Sputtering deposition of Pt nanoparticles on vertically aligned multiwalled carbon nanotubes for sensing L-cysteine

Abstract

A highly sensitive electrochemical sensor for determination of L-cysteine (CySH) is presented. It is based on vertically aligned multiwalled carbon nanotubes modified with Pt nanoparticles by magnetron sputtering deposition. The morphology of the nanocomposite was characterized by scanning electron microscopy, transmission electron microscopy and energy-dispersive. The electrochemistry of CySH was investigated by cyclic voltammetry, differential pulse voltammetry and chronoamperometry. The mechanism for the electrochemical reaction of CySH at the modified electrode at different pH values is discussed. The electrode exhibits a higher electrocatalytic activity towards the oxidation of CySH than comparable other electrodes.
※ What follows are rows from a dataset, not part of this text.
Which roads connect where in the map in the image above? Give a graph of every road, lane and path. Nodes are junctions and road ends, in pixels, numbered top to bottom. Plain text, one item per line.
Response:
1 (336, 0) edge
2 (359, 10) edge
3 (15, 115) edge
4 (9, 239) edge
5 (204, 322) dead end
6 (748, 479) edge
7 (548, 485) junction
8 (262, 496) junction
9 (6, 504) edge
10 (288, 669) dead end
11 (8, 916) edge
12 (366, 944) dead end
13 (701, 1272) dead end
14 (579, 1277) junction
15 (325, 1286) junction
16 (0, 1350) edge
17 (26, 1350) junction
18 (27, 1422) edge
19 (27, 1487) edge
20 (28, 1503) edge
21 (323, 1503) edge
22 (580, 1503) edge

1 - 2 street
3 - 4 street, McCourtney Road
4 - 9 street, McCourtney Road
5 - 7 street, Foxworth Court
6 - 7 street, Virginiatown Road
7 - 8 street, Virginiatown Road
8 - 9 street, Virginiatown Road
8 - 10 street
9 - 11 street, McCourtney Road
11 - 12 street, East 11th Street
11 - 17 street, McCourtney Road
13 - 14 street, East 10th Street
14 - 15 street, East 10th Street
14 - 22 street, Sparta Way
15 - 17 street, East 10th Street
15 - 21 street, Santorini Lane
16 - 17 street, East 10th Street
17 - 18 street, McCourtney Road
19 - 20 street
It displays a linear dependence (R2 = 0.9980) on the concentration of CySH in the range between 1 and 500 μM and at an applied potential of +0.45 V, a remarkably low detection limit of 0.5 μM (S/N = 3), and an outstandingly high sensitivity of 1.42 × 103 μA mM−1 cm−2, which is the highest value ever reported. The electrode also is highly inert towards other amino acids, creatinine and urea. The sensor was applied to the determination of CySH in urine with satisfactory recovery, thus demonstrating its potential for practical applications.